[Records from a dataset]
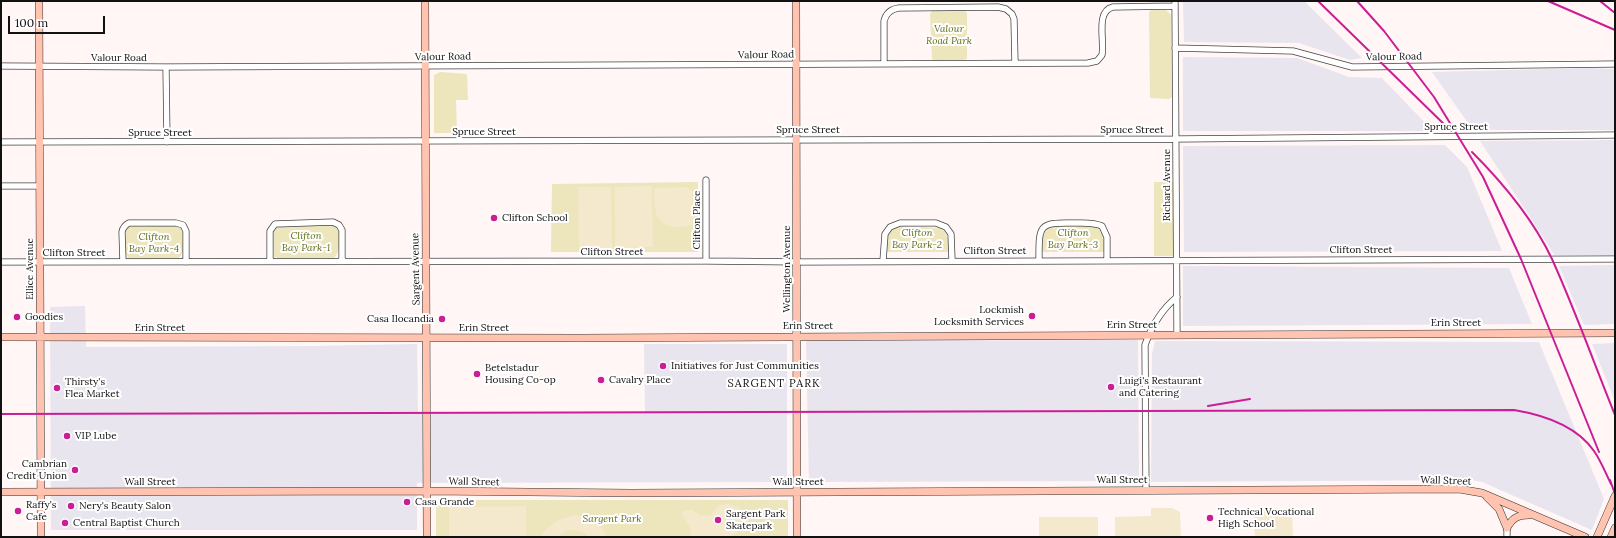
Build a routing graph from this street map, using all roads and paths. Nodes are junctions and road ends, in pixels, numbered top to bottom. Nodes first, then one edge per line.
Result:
1 (39, 1) edge
2 (425, 1) edge
3 (796, 1) edge
4 (1175, 4) edge
5 (1176, 48) junction
6 (1015, 63) junction
7 (796, 64) junction
8 (884, 64) junction
9 (1615, 64) edge
10 (1, 66) edge
11 (39, 66) junction
12 (424, 66) junction
13 (166, 67) junction
14 (1615, 135) edge
15 (1176, 139) junction
16 (796, 140) junction
17 (425, 141) junction
18 (1, 142) edge
19 (39, 142) junction
20 (167, 142) junction
21 (706, 180) dead end
22 (1, 186) edge
23 (39, 186) junction
24 (1615, 259) edge
25 (952, 260) junction
26 (1039, 260) junction
27 (1176, 260) junction
28 (270, 261) junction
29 (342, 261) junction
30 (706, 261) junction
31 (883, 261) junction
32 (1107, 261) junction
33 (1, 262) edge
34 (40, 262) junction
35 (123, 262) junction
36 (186, 262) junction
37 (425, 262) junction
38 (797, 262) junction
39 (1177, 297) junction
40 (1615, 333) edge
41 (1148, 335) junction
42 (1177, 335) junction
43 (797, 336) junction
44 (1, 337) edge
45 (40, 337) junction
46 (426, 338) junction
47 (1146, 490) junction
48 (427, 491) junction
49 (1, 492) edge
50 (41, 492) junction
51 (797, 492) junction
52 (1482, 493) junction
53 (1615, 496) edge
54 (1532, 515) junction
55 (1507, 528) junction
56 (1615, 528) edge
57 (1573, 534) edge
58 (41, 537) edge
59 (427, 537) edge
60 (797, 537) edge
61 (1507, 537) edge
62 (1585, 537) edge
63 (1597, 537) edge
64 (1611, 537) edge

1 - 11 main road, Ellice Avenue
2 - 12 main road, Sargent Avenue
3 - 7 main road, Wellington Avenue
4 - 5 street, Richard Avenue
4 - 6 street, Valour Road
5 - 9 street, Valour Road
5 - 15 street, Richard Avenue
6 - 8 street, Valour Road
6 - 8 street
7 - 8 street, Valour Road
7 - 12 street, Valour Road
7 - 16 main road, Wellington Avenue
10 - 11 street, Valour Road
11 - 13 street, Valour Road
11 - 19 main road, Ellice Avenue
12 - 13 street, Valour Road
12 - 17 main road, Sargent Avenue
13 - 20 street
14 - 15 street, Spruce Street
15 - 16 street, Spruce Street
15 - 27 street, Richard Avenue
16 - 17 street, Spruce Street
16 - 38 main road, Wellington Avenue
17 - 20 street, Spruce Street
17 - 37 main road, Sargent Avenue
18 - 19 street, Spruce Street
19 - 20 street, Spruce Street
19 - 23 main road, Ellice Avenue
21 - 30 street, Clifton Place
22 - 23 street
23 - 34 main road, Ellice Avenue
24 - 27 street, Clifton Street
25 - 26 street, Clifton Street
25 - 31 street, Clifton Street
25 - 31 street, Clifton Street
26 - 32 street, Clifton Street
26 - 32 street, Clifton Street
27 - 32 street, Clifton Street
27 - 39 street, Richard Avenue
28 - 29 street, Clifton Street
28 - 29 street
28 - 36 street, Clifton Street
29 - 37 street, Clifton Street
30 - 37 street, Clifton Street
30 - 38 street, Clifton Street
31 - 38 street, Clifton Street
33 - 34 street, Clifton Street
34 - 35 street, Clifton Street
34 - 45 main road, Ellice Avenue
35 - 36 street, Clifton Street
35 - 36 street
37 - 46 main road, Sargent Avenue
38 - 43 main road, Wellington Avenue
39 - 41 street
39 - 42 street, Richard Avenue
40 - 42 main road, Erin Street
41 - 42 main road, Erin Street
41 - 43 main road, Erin Street
41 - 47 street
43 - 46 main road, Erin Street
43 - 51 main road, Wellington Avenue
44 - 45 main road, Erin Street
45 - 46 main road, Erin Street
45 - 50 main road, Ellice Avenue
46 - 48 main road, Sargent Avenue
47 - 51 main road, Wall Street
47 - 52 main road, Wall Street
48 - 50 main road, Wall Street
48 - 51 main road, Wall Street
48 - 59 main road, Sargent Avenue
49 - 50 main road, Wall Street
50 - 58 main road, Ellice Avenue
51 - 60 main road, Wellington Avenue
52 - 54 main road, Wall Street
52 - 55 main road
53 - 63 main road
54 - 55 main road
54 - 57 main road, Wall Street
55 - 61 street
56 - 64 main road
57 - 62 main road, Wall Street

**Instructions for the task**: Output all the data above verbatim, leaving out images.

**Answer below**:
Build a routing graph from this street map, using all roads and paths. Nodes are junctions and road ends, in pixels, numbered top to bottom. Nodes first, then one edge per line.
Result:
1 (39, 1) edge
2 (425, 1) edge
3 (796, 1) edge
4 (1175, 4) edge
5 (1176, 48) junction
6 (1015, 63) junction
7 (796, 64) junction
8 (884, 64) junction
9 (1615, 64) edge
10 (1, 66) edge
11 (39, 66) junction
12 (424, 66) junction
13 (166, 67) junction
14 (1615, 135) edge
15 (1176, 139) junction
16 (796, 140) junction
17 (425, 141) junction
18 (1, 142) edge
19 (39, 142) junction
20 (167, 142) junction
21 (706, 180) dead end
22 (1, 186) edge
23 (39, 186) junction
24 (1615, 259) edge
25 (952, 260) junction
26 (1039, 260) junction
27 (1176, 260) junction
28 (270, 261) junction
29 (342, 261) junction
30 (706, 261) junction
31 (883, 261) junction
32 (1107, 261) junction
33 (1, 262) edge
34 (40, 262) junction
35 (123, 262) junction
36 (186, 262) junction
37 (425, 262) junction
38 (797, 262) junction
39 (1177, 297) junction
40 (1615, 333) edge
41 (1148, 335) junction
42 (1177, 335) junction
43 (797, 336) junction
44 (1, 337) edge
45 (40, 337) junction
46 (426, 338) junction
47 (1146, 490) junction
48 (427, 491) junction
49 (1, 492) edge
50 (41, 492) junction
51 (797, 492) junction
52 (1482, 493) junction
53 (1615, 496) edge
54 (1532, 515) junction
55 (1507, 528) junction
56 (1615, 528) edge
57 (1573, 534) edge
58 (41, 537) edge
59 (427, 537) edge
60 (797, 537) edge
61 (1507, 537) edge
62 (1585, 537) edge
63 (1597, 537) edge
64 (1611, 537) edge

1 - 11 main road, Ellice Avenue
2 - 12 main road, Sargent Avenue
3 - 7 main road, Wellington Avenue
4 - 5 street, Richard Avenue
4 - 6 street, Valour Road
5 - 9 street, Valour Road
5 - 15 street, Richard Avenue
6 - 8 street, Valour Road
6 - 8 street
7 - 8 street, Valour Road
7 - 12 street, Valour Road
7 - 16 main road, Wellington Avenue
10 - 11 street, Valour Road
11 - 13 street, Valour Road
11 - 19 main road, Ellice Avenue
12 - 13 street, Valour Road
12 - 17 main road, Sargent Avenue
13 - 20 street
14 - 15 street, Spruce Street
15 - 16 street, Spruce Street
15 - 27 street, Richard Avenue
16 - 17 street, Spruce Street
16 - 38 main road, Wellington Avenue
17 - 20 street, Spruce Street
17 - 37 main road, Sargent Avenue
18 - 19 street, Spruce Street
19 - 20 street, Spruce Street
19 - 23 main road, Ellice Avenue
21 - 30 street, Clifton Place
22 - 23 street
23 - 34 main road, Ellice Avenue
24 - 27 street, Clifton Street
25 - 26 street, Clifton Street
25 - 31 street, Clifton Street
25 - 31 street, Clifton Street
26 - 32 street, Clifton Street
26 - 32 street, Clifton Street
27 - 32 street, Clifton Street
27 - 39 street, Richard Avenue
28 - 29 street, Clifton Street
28 - 29 street
28 - 36 street, Clifton Street
29 - 37 street, Clifton Street
30 - 37 street, Clifton Street
30 - 38 street, Clifton Street
31 - 38 street, Clifton Street
33 - 34 street, Clifton Street
34 - 35 street, Clifton Street
34 - 45 main road, Ellice Avenue
35 - 36 street, Clifton Street
35 - 36 street
37 - 46 main road, Sargent Avenue
38 - 43 main road, Wellington Avenue
39 - 41 street
39 - 42 street, Richard Avenue
40 - 42 main road, Erin Street
41 - 42 main road, Erin Street
41 - 43 main road, Erin Street
41 - 47 street
43 - 46 main road, Erin Street
43 - 51 main road, Wellington Avenue
44 - 45 main road, Erin Street
45 - 46 main road, Erin Street
45 - 50 main road, Ellice Avenue
46 - 48 main road, Sargent Avenue
47 - 51 main road, Wall Street
47 - 52 main road, Wall Street
48 - 50 main road, Wall Street
48 - 51 main road, Wall Street
48 - 59 main road, Sargent Avenue
49 - 50 main road, Wall Street
50 - 58 main road, Ellice Avenue
51 - 60 main road, Wellington Avenue
52 - 54 main road, Wall Street
52 - 55 main road
53 - 63 main road
54 - 55 main road
54 - 57 main road, Wall Street
55 - 61 street
56 - 64 main road
57 - 62 main road, Wall Street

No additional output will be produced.